Ну и конечно же, Оливия Франкл, великолепная Оливия Франкл! Я познакомился с ней в том же самом турнирном зале в гостинице «Международная», куда приходил я, влекомый магией шахмат. Оливия была тогда почти старухой (во всяком случае, казалась таковой моим полудетским глазам). Свои же премудрые очи она прятала за оливковыми стеклами непрозрачных очков. К ней прилепились и двое ее друзей – веселый Домберлинг и доктор Гидеон Рихтер. Вначале я подумал, что она многоопытная шахматистка, но затем узнал, что она не играет вовсе. Я сидел там, согнутый в три погибели, и рисовал гротескные портретики сражающихся гроссмейстеров. Они подошли – старуха в оливковых очках и двое ее приятелей. Достаточно бесцеремонно стали разглядывать мои почеркушки. Домберлинг расхохотался, узнав себя в одном из нарисованных игроков. Сильная, веснушчатая рука Оливии почти что выдернула мой блокнот из моих ладоней. Вежливость так и не стала ее сильной стороной. Принялась быстро листать страницы, пофыркивая. Затем произнесла (она неплохо владела русским, но акцент ощущался – к моей вящей радости): «Я написала когда-то диссертацию о детских рисунках. Сколько тебе лет, не скажешь ли? Пятнадцать? Уже не ребенок, еще не взрослый. Сколько стоит твой блокнот? Желаю купить».

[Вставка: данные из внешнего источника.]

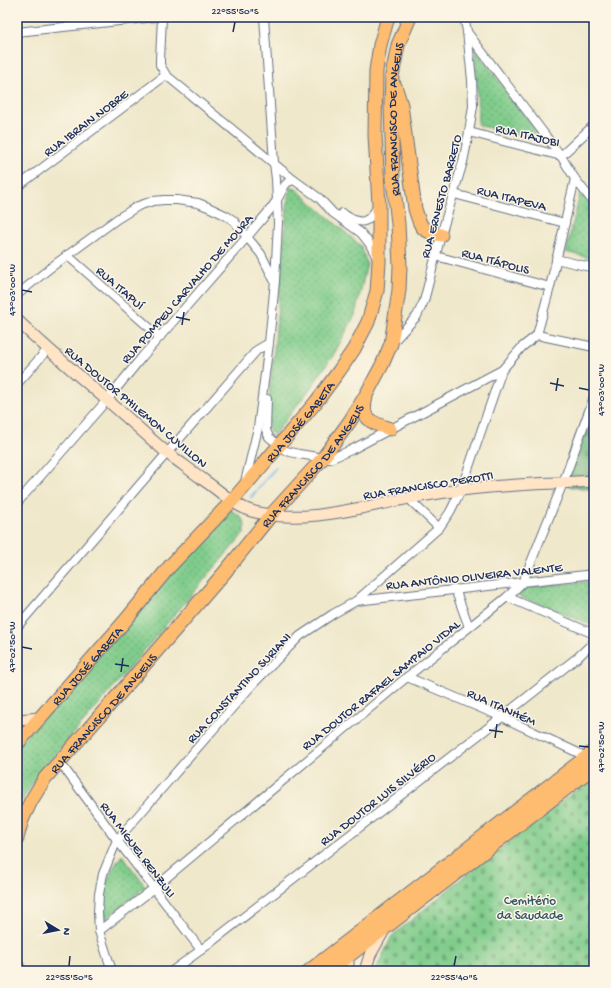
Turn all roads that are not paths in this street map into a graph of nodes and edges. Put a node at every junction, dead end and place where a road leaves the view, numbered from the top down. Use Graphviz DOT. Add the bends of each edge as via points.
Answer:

– Я не торгую блокнотами, – ответил я со всей возможной любезностью.

– Тогда подари. В вашей стране принято все дарить иностранцам. А мы за это сводим тебя на аттракционы. Любишь аттракционы?


Да, я любил аттракционы. Любил горький парк, где еще недавно забрасывал в небо пластиковую тарелку-бумеранг, развлекаясь с Ниной Клосс, американской девочкой. Конечно, мои родители не обрадовались бы, если бы узнали, что я отправился кататься на чертовом колесе с троицей незнакомых иностранцев. Но я все же принял их предложение. Мы покатались на чертовом колесе, затем распрощались. Я подарил Оливии свой блокнот с рисунками – ведь в нашей стране принято было все дарить иностранцам. Впоследствии Оливия поместила один из моих рисунков в одну из своих книг в качестве иллюстрации. Речь идет о почеркушке, на которой изображен (в слегка карикатурной манере, не спорю) ее молодой и хохотливый любовник Домберлинг, сжимающий в зубах белого ферзя.

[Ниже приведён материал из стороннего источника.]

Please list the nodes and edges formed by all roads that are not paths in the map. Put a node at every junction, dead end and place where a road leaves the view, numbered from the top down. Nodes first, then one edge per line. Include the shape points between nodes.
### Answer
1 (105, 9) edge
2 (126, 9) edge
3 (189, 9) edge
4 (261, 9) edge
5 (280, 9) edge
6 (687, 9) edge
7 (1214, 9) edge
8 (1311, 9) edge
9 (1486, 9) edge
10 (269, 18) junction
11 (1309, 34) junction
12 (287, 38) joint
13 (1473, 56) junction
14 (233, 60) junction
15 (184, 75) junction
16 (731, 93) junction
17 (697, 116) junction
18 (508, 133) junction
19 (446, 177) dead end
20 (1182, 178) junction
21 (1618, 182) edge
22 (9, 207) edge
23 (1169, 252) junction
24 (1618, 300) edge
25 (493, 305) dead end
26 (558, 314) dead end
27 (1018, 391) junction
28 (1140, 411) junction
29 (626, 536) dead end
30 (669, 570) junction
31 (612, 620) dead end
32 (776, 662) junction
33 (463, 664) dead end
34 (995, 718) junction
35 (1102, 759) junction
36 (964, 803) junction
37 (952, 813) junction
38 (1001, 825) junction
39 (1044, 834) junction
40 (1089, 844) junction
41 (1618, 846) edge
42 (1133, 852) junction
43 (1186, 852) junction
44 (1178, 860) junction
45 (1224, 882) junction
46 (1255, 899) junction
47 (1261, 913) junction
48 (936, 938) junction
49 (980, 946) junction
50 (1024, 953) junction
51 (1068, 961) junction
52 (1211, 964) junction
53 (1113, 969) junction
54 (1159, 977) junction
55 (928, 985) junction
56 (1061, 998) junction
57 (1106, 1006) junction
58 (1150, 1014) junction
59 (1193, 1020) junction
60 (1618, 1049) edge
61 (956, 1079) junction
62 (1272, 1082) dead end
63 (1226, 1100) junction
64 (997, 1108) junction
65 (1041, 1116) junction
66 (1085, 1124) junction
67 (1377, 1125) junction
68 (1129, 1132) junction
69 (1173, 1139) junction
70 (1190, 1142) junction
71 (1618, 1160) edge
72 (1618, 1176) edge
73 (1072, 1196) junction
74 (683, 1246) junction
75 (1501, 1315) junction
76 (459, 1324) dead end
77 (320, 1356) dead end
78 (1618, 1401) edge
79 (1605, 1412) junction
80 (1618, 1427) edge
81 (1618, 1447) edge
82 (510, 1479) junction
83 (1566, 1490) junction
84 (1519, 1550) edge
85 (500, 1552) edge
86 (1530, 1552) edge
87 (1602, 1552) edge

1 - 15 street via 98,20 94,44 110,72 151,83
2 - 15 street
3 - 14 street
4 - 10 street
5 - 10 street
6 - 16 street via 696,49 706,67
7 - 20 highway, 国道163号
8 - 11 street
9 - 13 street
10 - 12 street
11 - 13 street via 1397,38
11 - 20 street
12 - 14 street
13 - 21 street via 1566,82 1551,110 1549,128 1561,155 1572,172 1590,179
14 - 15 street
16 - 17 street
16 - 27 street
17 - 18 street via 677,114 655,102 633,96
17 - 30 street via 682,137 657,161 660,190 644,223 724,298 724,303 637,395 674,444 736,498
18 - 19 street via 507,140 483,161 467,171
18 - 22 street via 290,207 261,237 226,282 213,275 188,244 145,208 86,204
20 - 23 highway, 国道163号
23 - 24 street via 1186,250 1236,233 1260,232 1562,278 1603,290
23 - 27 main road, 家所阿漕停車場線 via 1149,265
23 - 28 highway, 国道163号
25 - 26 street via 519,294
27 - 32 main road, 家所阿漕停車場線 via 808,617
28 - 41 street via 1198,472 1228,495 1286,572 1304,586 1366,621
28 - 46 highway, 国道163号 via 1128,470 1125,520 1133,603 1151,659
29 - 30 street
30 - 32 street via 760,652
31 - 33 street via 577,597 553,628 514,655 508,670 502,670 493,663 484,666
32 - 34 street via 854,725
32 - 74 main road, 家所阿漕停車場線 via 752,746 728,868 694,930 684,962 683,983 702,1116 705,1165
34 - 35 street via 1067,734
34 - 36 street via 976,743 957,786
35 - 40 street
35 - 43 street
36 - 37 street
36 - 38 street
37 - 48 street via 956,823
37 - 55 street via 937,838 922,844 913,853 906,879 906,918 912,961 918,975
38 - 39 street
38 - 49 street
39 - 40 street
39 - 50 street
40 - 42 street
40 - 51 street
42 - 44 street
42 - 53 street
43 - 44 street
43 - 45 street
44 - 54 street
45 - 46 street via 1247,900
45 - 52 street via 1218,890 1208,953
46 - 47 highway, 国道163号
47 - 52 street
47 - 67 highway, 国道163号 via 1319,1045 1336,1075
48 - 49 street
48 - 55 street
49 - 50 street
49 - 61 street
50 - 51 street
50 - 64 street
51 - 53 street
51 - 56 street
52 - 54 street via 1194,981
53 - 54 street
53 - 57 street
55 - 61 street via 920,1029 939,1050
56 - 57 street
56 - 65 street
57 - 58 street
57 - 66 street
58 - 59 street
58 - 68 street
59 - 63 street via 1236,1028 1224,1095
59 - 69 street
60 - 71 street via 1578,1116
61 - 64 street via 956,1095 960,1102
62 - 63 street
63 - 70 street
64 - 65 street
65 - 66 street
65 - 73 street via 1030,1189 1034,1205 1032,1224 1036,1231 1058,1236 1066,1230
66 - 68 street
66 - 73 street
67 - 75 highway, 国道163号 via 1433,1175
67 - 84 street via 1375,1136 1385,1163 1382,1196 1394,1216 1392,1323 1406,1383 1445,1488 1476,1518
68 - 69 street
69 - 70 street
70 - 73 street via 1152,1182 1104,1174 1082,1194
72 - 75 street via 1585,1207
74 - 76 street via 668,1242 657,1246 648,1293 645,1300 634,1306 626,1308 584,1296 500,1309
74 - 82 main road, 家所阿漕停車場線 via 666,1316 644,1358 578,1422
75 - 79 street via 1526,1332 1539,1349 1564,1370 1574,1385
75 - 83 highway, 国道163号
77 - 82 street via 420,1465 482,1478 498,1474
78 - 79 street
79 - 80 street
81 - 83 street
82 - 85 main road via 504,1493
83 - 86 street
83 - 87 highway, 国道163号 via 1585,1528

Лет десять прошло, и я встретил Оливию в Париже, на одном нарядном ужине. Она не изменилась за прошедшие десять лет: все такая же брутальная, веснушчатая, резкая. Теперь она уже не казалась мне старухой: ей тогда было всего лишь под шестьдесят. Она сказала мне, что Домберлинг умер. Кажется, она его очень любила. После этой утраты она сделалась лесбиянкой и жила на рю Жан Гужон с двумя молоденькими близняшками-моделями, которые называли себя Юлой и Балой Ракоши. Все это был венгерский выводок, так или иначе.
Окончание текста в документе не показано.